CEA is an inherited eye condition that affects the development of the choroid and sclera, two membrane layers at the back of the eye that support the retina, in a number of breeds, including Rough, Smooth and Border Collies, the Australian Shepherd and the Lancashire Heeler. The clinical consequences can vary markedly in affected dogs; many exhibit no obvious clinical consequences and retain apparently normal vision throughout their life, others, unfortunately, can develop secondary retinal detachments, coloboma, intra-ocular bleeding and blindness. At present affected dogs are usually identified by ophthalmoscopic examination at around eight weeks of age.
Investigations into the mode of inheritance over the years have suggested that CEA is inherited as a single autosomal recessive condition. The article published by Lowe et al. in Genomics (vol. 82, pp 86-95 (2003)) provides confirmation that choroidal hypoplasia (CEA) has indeed an autosomal recessive mode of inheritance. However, the real significance of this paper lies in the fact that it locates the gene involved in CEA to a small region of chromosome 37, one of the smallest of all canine chromosomes. In order to understand the enormity of this discovery you could liken attempts to identify the gene involved in CEA to trying to find an incorrectly spelled word in the Complete Works of William Shakespeare. The work reported in this article is the equivalent of identifying the precise page where the spelt error occurs. I imagine that the group will now be feverishly scanning this region of chromosome 37 to see if there are any genes that are likely to be involved in the development of the eye.
Some years ago the UK breeds affected by CEA got together to set up the CEA Working Party with the intention of raising funds to support research into CEA, which they did very successfully. In addition breeders also set about the task of collecting the blood samples that would be required from affected dogs, their siblings, parents and grandparents. Samples were mostly stored at the Animal Health Trust (AHT) in Newmarket. However, progress in the UK was stalled when we got wind of the American work that ultimately led to the publication of the paper in Genomics.
Fortunately, the CEA Working Group persevered and now has a collaboration with Dr Cathryn Mellersh at the AHT. Cathryn will use the newly published information to test whether the mutation that is responsible for CEA in the UK population is also located on chromosome 37.
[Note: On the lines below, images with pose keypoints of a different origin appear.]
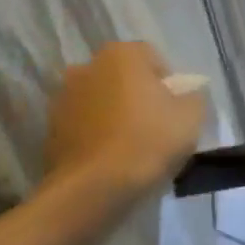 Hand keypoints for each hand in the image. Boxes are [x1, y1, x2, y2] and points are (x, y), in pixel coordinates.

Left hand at [43, 43, 205, 198]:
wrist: (94, 188)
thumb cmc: (148, 142)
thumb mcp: (192, 117)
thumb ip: (194, 96)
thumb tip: (188, 93)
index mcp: (121, 55)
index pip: (152, 57)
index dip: (169, 82)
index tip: (176, 109)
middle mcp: (86, 67)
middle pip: (122, 77)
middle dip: (138, 95)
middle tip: (156, 125)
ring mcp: (63, 98)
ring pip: (100, 100)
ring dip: (114, 114)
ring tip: (132, 146)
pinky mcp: (50, 129)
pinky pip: (83, 126)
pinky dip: (96, 135)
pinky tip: (111, 159) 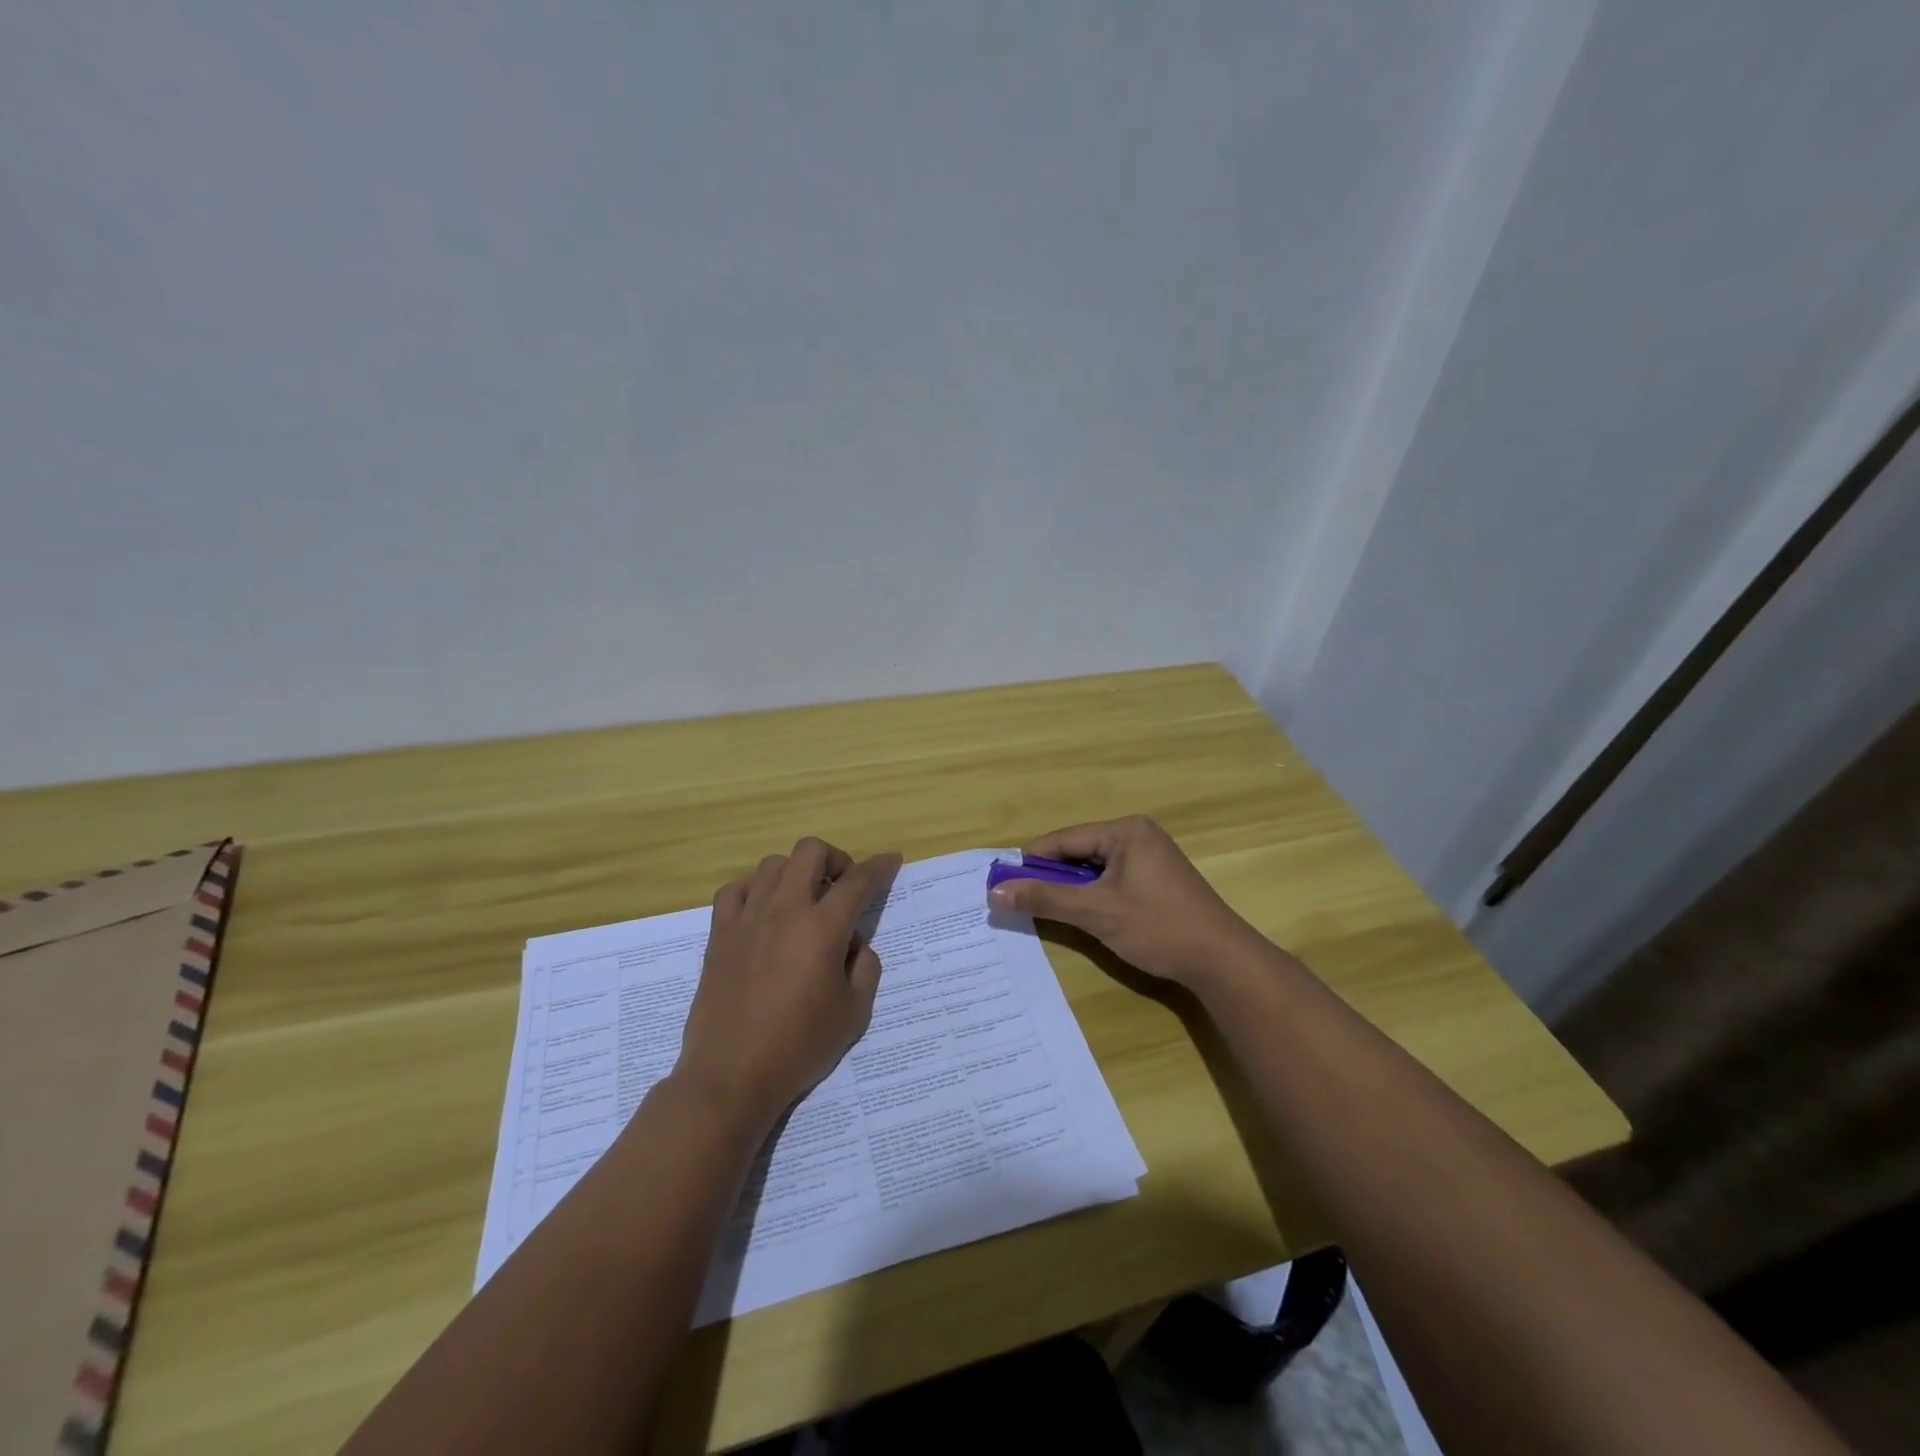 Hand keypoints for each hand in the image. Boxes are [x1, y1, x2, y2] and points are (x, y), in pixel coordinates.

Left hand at [675, 838, 901, 1130]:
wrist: (731, 1076)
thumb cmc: (799, 1047)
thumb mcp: (854, 1013)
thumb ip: (865, 968)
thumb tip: (853, 942)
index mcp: (822, 928)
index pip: (858, 880)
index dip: (880, 866)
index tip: (891, 860)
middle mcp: (785, 910)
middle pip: (810, 851)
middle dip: (835, 858)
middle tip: (842, 886)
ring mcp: (747, 918)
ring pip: (773, 864)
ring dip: (796, 872)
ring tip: (803, 900)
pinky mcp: (719, 934)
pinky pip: (735, 889)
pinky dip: (755, 888)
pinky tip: (764, 909)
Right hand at [986, 815, 1262, 990]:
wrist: (1222, 961)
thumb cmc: (1157, 927)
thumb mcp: (1096, 912)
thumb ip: (1045, 899)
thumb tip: (995, 891)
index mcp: (1125, 831)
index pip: (1064, 840)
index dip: (1031, 861)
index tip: (1000, 880)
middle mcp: (1138, 835)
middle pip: (1079, 852)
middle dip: (1050, 876)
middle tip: (1018, 898)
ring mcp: (1150, 858)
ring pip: (1094, 868)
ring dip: (1070, 888)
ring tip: (1042, 909)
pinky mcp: (1157, 881)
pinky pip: (1111, 880)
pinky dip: (1092, 895)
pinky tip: (1079, 914) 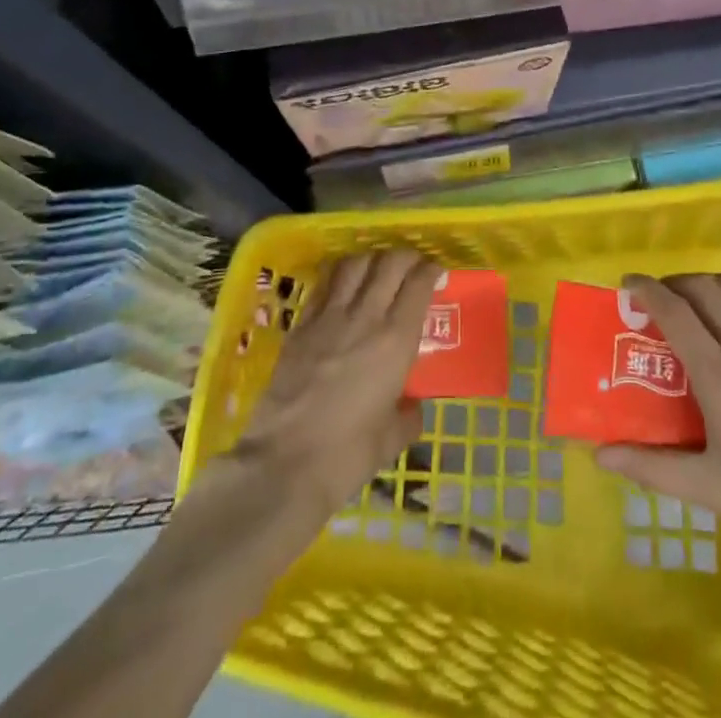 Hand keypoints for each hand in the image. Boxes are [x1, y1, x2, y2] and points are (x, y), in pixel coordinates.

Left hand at [231, 250, 439, 520]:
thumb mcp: (392, 440)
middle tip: (411, 265)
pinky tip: (342, 283)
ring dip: (371, 259)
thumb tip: (411, 406)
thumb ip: (408, 416)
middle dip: (406, 256)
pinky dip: (339, 274)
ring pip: (355, 264)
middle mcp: (366, 317)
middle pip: (389, 263)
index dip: (430, 270)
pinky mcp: (301, 325)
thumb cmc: (347, 455)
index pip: (418, 285)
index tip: (436, 272)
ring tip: (377, 268)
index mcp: (396, 341)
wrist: (284, 464)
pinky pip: (324, 285)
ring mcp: (329, 317)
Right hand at [595, 273, 720, 588]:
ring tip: (704, 303)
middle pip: (703, 287)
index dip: (646, 289)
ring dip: (712, 284)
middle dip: (676, 284)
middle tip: (664, 300)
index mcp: (720, 377)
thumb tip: (600, 456)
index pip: (673, 310)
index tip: (629, 284)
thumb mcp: (712, 488)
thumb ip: (652, 467) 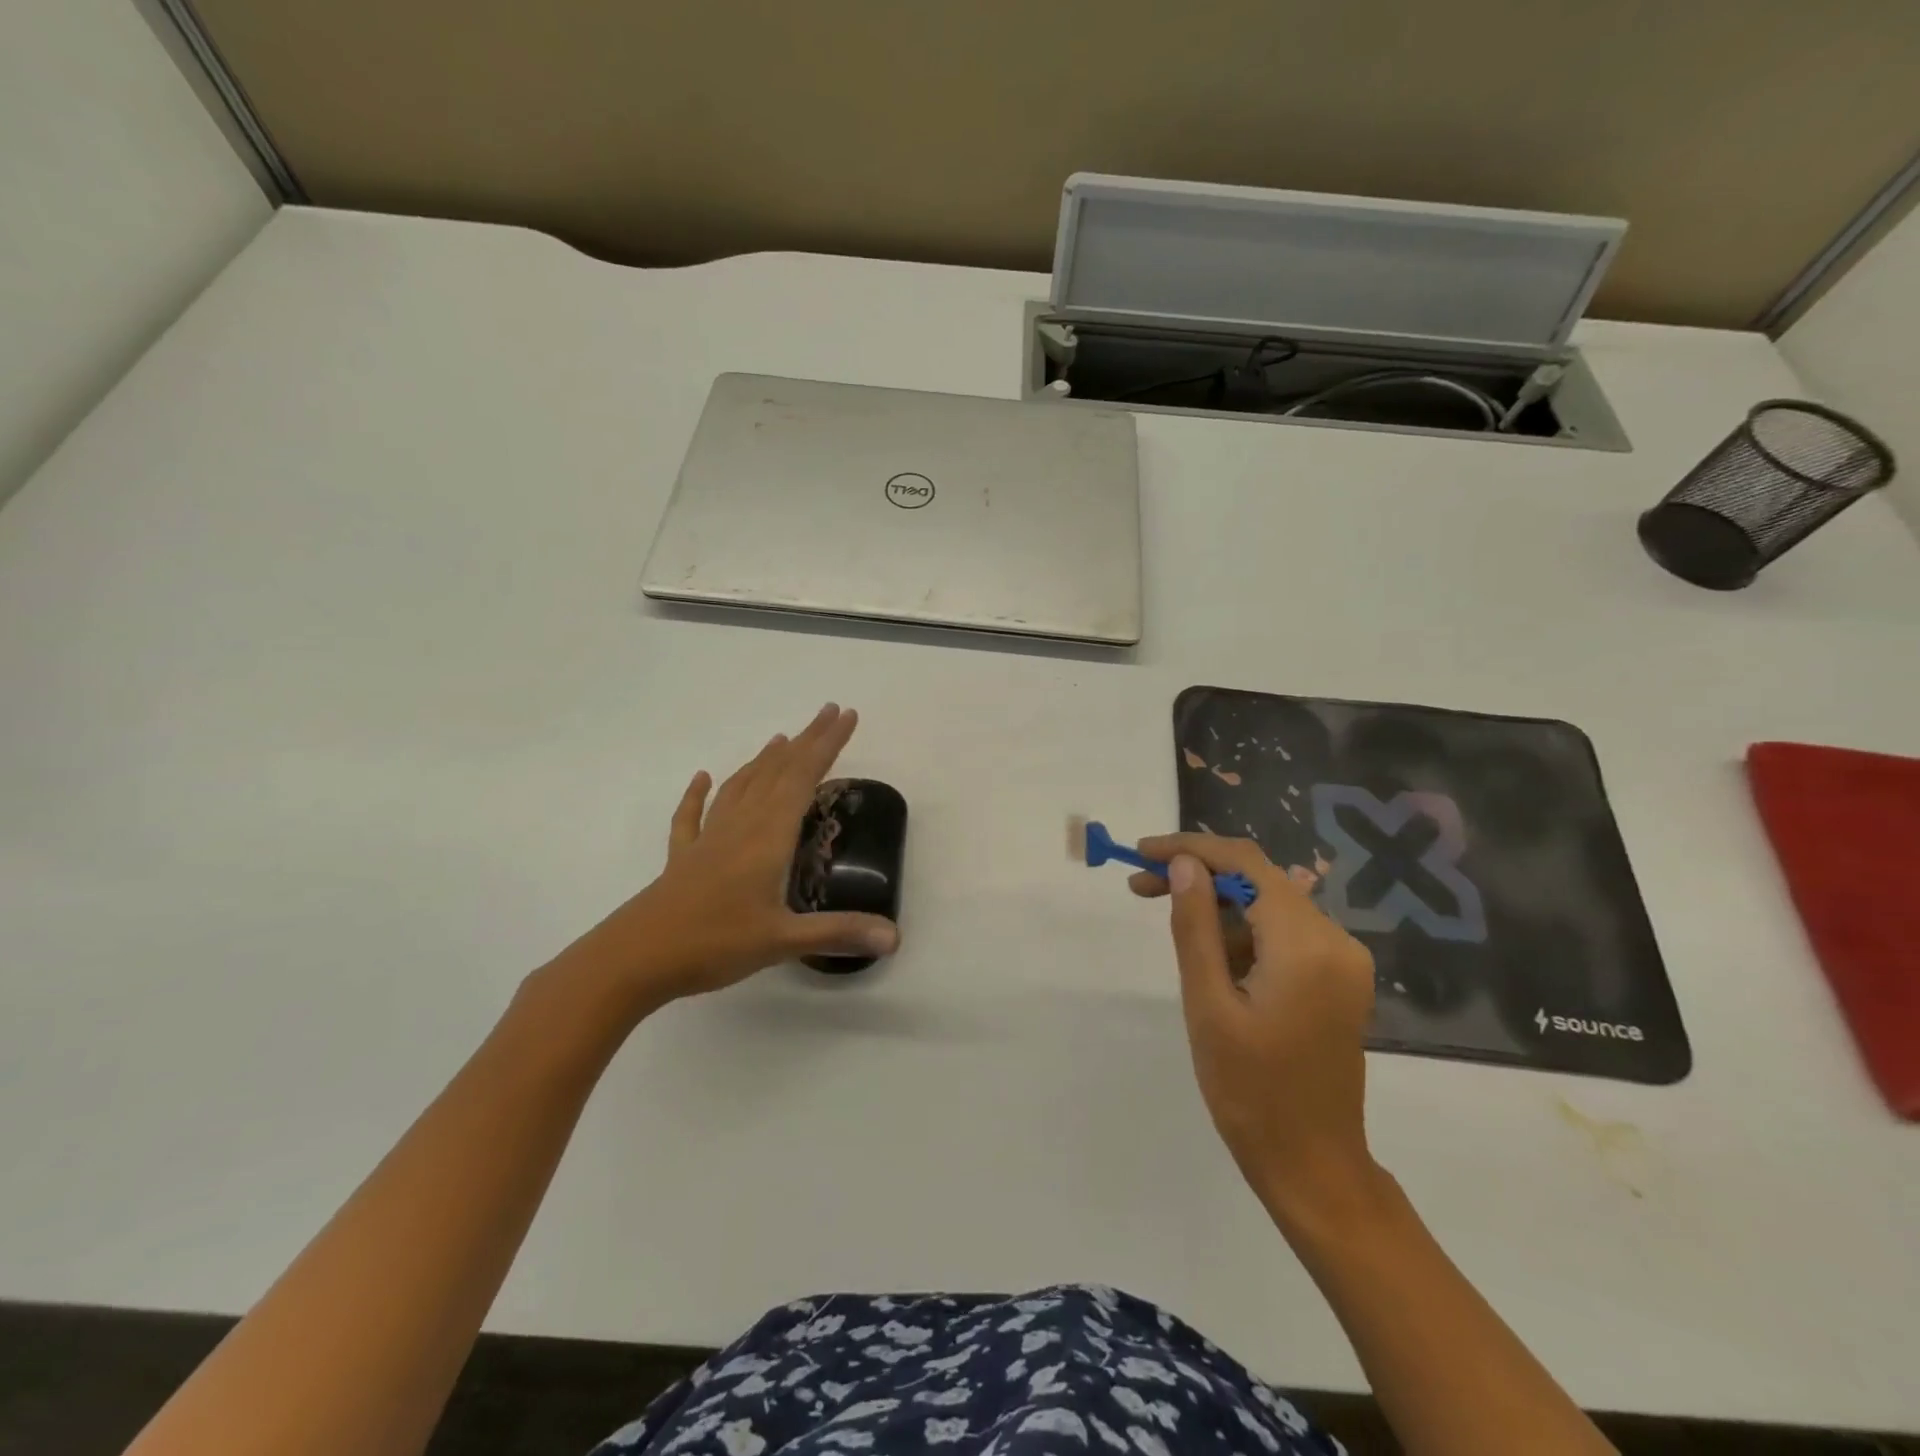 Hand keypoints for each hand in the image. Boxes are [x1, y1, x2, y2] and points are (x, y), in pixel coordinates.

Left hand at [569, 704, 899, 1009]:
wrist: (634, 958)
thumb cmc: (713, 943)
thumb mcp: (781, 941)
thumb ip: (838, 933)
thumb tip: (895, 938)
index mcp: (767, 837)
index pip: (804, 778)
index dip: (828, 746)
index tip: (846, 715)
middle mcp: (740, 826)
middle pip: (777, 772)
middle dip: (806, 741)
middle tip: (829, 712)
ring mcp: (708, 839)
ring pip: (741, 786)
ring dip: (764, 760)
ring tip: (781, 738)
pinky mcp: (684, 858)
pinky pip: (693, 816)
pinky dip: (699, 794)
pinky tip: (701, 778)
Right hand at [1131, 833, 1384, 1231]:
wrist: (1313, 1165)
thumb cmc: (1251, 1091)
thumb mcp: (1208, 1005)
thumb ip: (1194, 926)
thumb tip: (1183, 864)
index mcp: (1306, 944)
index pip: (1246, 864)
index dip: (1191, 848)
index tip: (1141, 854)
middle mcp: (1335, 940)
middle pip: (1258, 880)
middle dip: (1198, 876)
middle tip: (1139, 887)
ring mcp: (1341, 960)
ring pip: (1268, 906)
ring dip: (1217, 907)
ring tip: (1169, 925)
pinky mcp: (1337, 979)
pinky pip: (1283, 934)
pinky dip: (1242, 934)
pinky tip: (1211, 958) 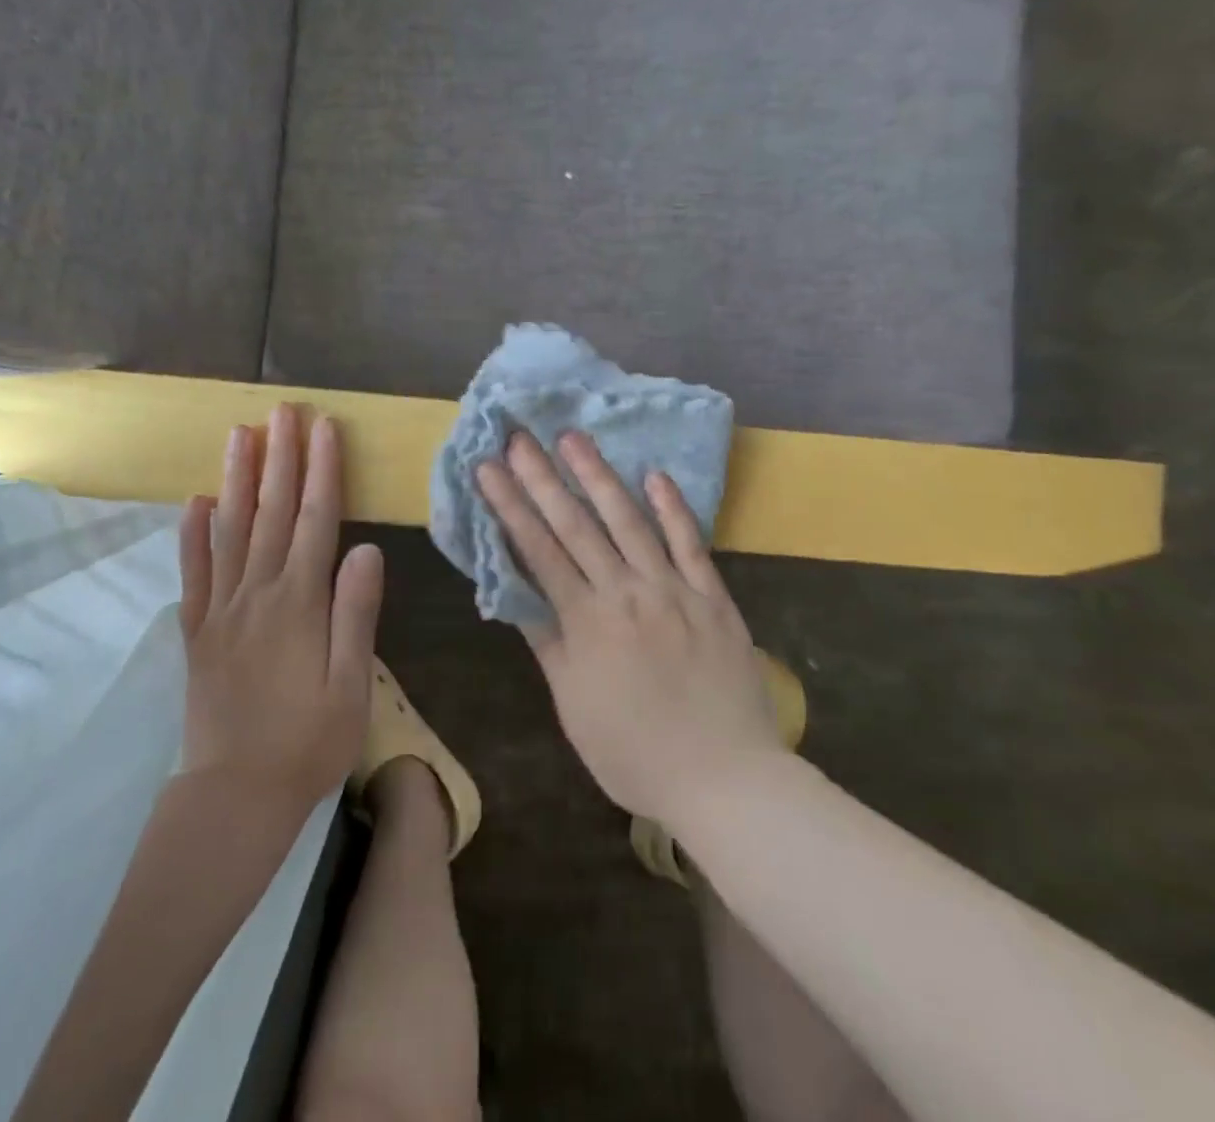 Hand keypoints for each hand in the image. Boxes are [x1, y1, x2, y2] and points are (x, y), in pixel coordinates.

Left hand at [178, 405, 381, 812]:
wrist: (236, 796)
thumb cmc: (309, 743)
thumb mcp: (352, 685)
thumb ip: (356, 614)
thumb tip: (367, 549)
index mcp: (300, 603)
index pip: (315, 520)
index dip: (322, 470)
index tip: (324, 427)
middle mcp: (257, 593)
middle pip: (270, 512)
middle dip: (280, 457)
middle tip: (282, 410)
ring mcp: (221, 610)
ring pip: (229, 531)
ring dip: (237, 480)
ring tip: (240, 435)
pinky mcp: (197, 631)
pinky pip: (193, 573)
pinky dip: (192, 535)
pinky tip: (194, 503)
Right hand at [475, 431, 780, 828]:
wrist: (725, 778)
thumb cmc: (636, 753)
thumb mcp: (574, 707)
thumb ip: (549, 645)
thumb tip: (519, 597)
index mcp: (587, 622)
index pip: (538, 550)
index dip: (510, 506)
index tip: (489, 468)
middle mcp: (626, 592)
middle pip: (576, 525)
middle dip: (543, 477)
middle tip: (520, 436)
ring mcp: (673, 589)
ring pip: (630, 521)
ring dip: (599, 477)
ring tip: (575, 438)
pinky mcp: (712, 596)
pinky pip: (690, 543)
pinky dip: (673, 508)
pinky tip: (655, 476) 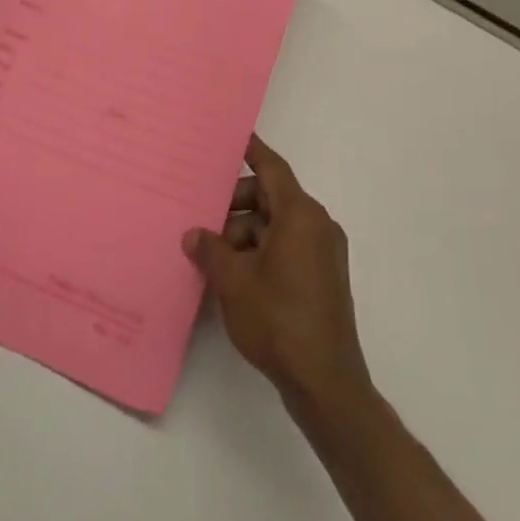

This is necessary because the vast majority of samples used by the American group will have come from North American bloodlines. Although we all expect the UK and the US populations to share the same mutation, it needs to be verified. In addition Cathryn will analyse samples from Lancashire Heelers, which was not one of the breeds studied by the Americans. Having verified that the same gene is responsible for CEA on both sides of the Atlantic, Cathryn will then be able to collaborate with the Americans in identifying the gene involved. Identifying the gene will bring us so much closer to characterising the exact mutation that causes CEA, an understanding of which will enable development of that elusive DNA test for CEA.
PS: An important postscript, at least for Border Collie breeders, is that Dr Alan Wilton’s group at the University of New South Wales, Australia, has recently identified the genetic mutation that causes ceroid lipofuscinosis (CL) in the Border Collie. To quote from Dr Wilton’s press release, "Cheap and effective methods of detecting asymptomatic carriers of the gene defect are currently being developed and will be available within 6 months". So, it appears that there will be two new DNA tests for the Border Collie in the foreseeable future – good news indeed.